House Administration Chairman Dan Lungren (R-Calif.), whose panel proposed this concept to the AOC’s staff, praised the program as a “win-win” that will save Congress about $60,000 annually.

“It’s more energy efficient, environmentally sensitive and economical,” Lungren said.

But over the past decade, Covanta has been subject to several violations in a number of states, relating to reporting, equipment malfunctions and levels of emissions of possible carcinogens.

Earlier this year, Covanta settled with the Connecticut Office of the Attorney General to pay $400,000 for exceeding allowable dioxin levels at its plant in Wallingford. The lawsuit was filed last year by the state’s then-attorney general, current Democratic Sen. Richard Blumenthal.

In 2008, the Pennsylvania Department of Environmental Protection fined the Covanta facility in Chester with $45,600 in civil penalties for emission levels of nickel, a waste byproduct, that were more than double what was permitted under its permit.

And at the Covanta facility in Alexandria, Va., a 2002 citation and fine of $14,695 from the Department of Environmental Quality was handed down for a failure to produce quarterly emission reports.

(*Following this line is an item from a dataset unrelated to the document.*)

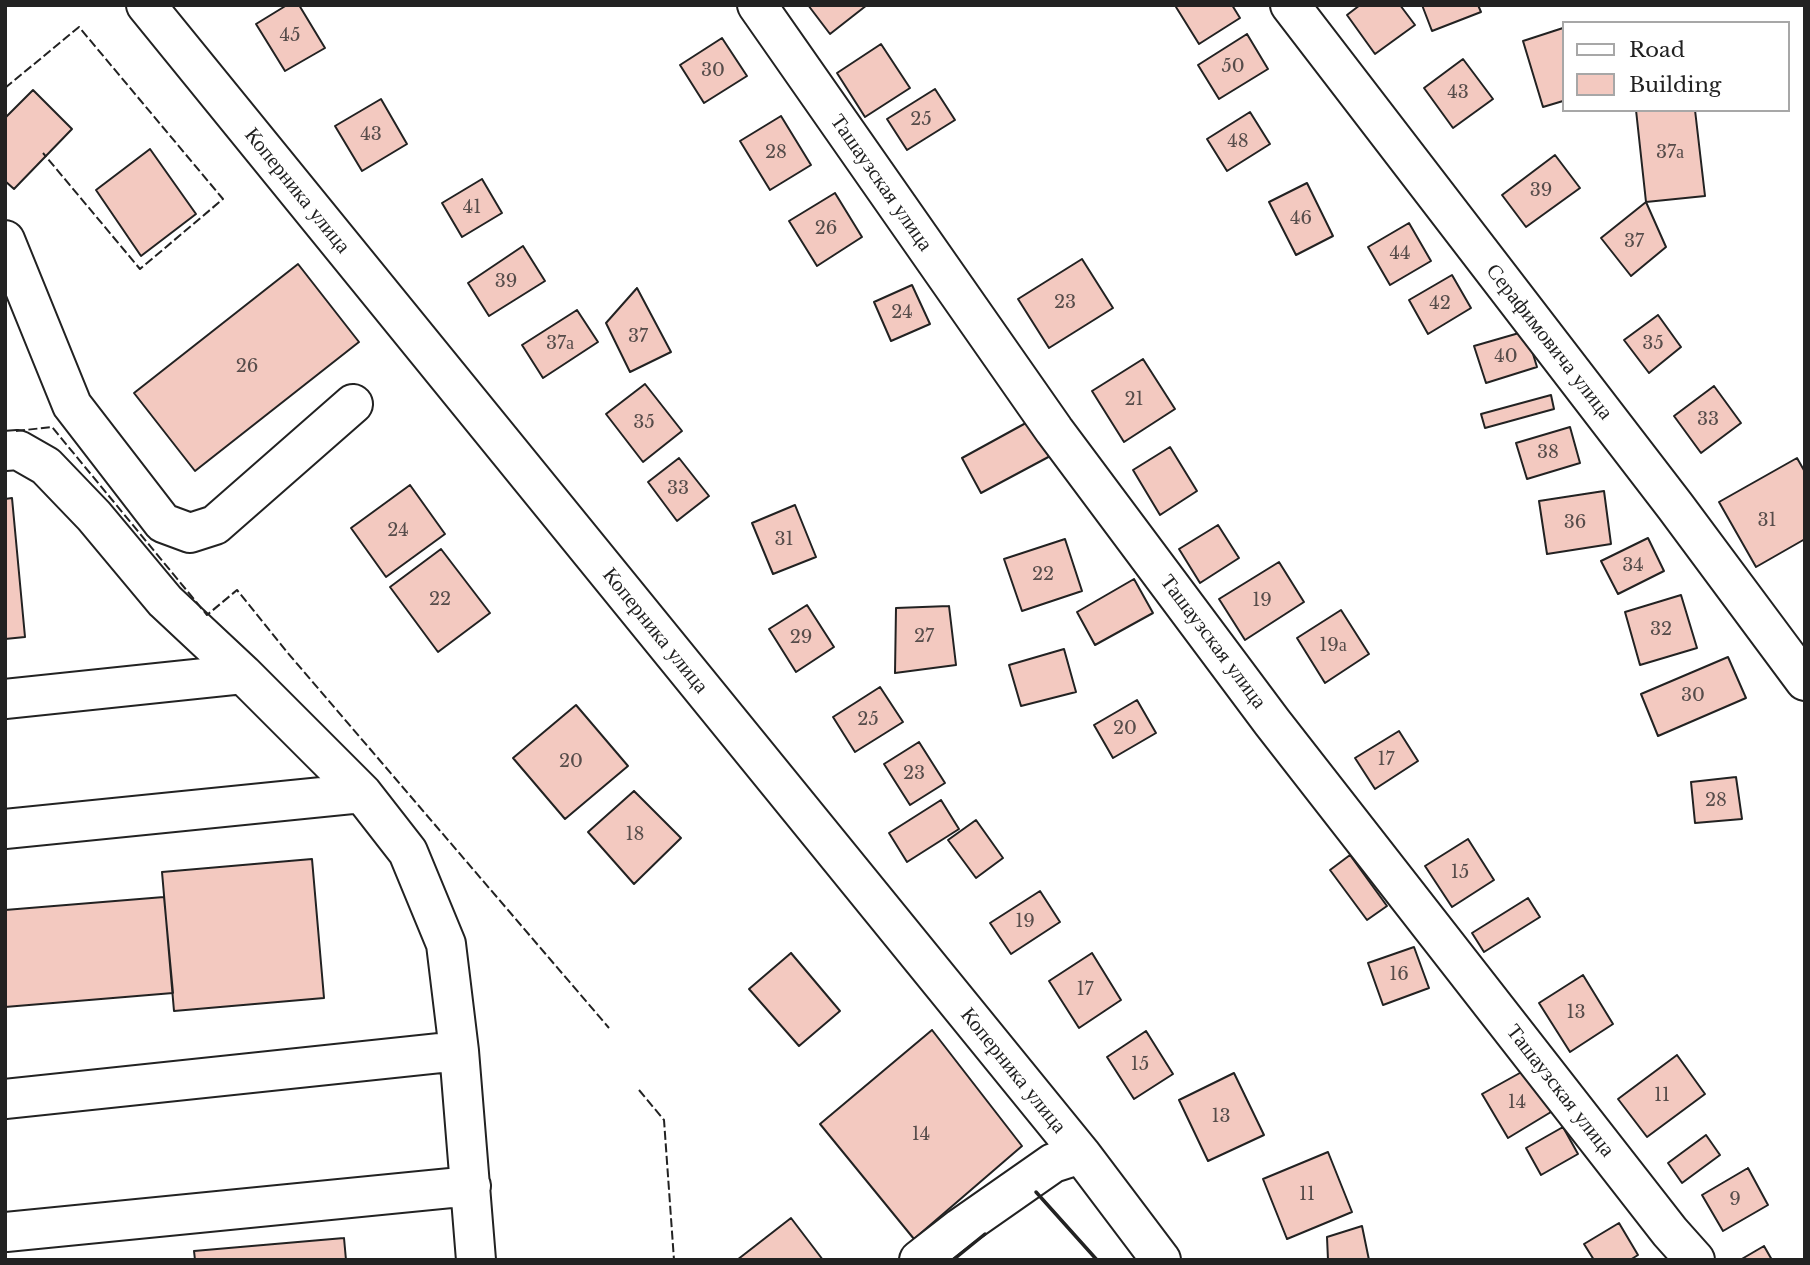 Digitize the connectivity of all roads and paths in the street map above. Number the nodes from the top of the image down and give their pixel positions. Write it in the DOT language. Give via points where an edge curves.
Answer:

There have been other violations and subsequent penalties for various infractions at Covanta locations in New Jersey and Massachusetts.

Covanta defended its overall record.

“Should these violations have happened? No,” Covanta Chief Sustainability Officer Paul Gilman said. “But they are few and far between, and we are looking to make them extinct.”

Gilman suggested it has not always been easy to be in compliance 100 percent of the time when environmental standards differ from state to state. New Jersey and Pennsylvania do not give waste-to-energy plants any warning to address malfunctioning equipment, for instance, before issuing a notice or fine.

In the Virginia incident, the facility’s environmental specialist responsible for filing emission reports was unaware that he was required to do so quarterly rather than semiannually. That individual is no longer with Covanta, Gilman said.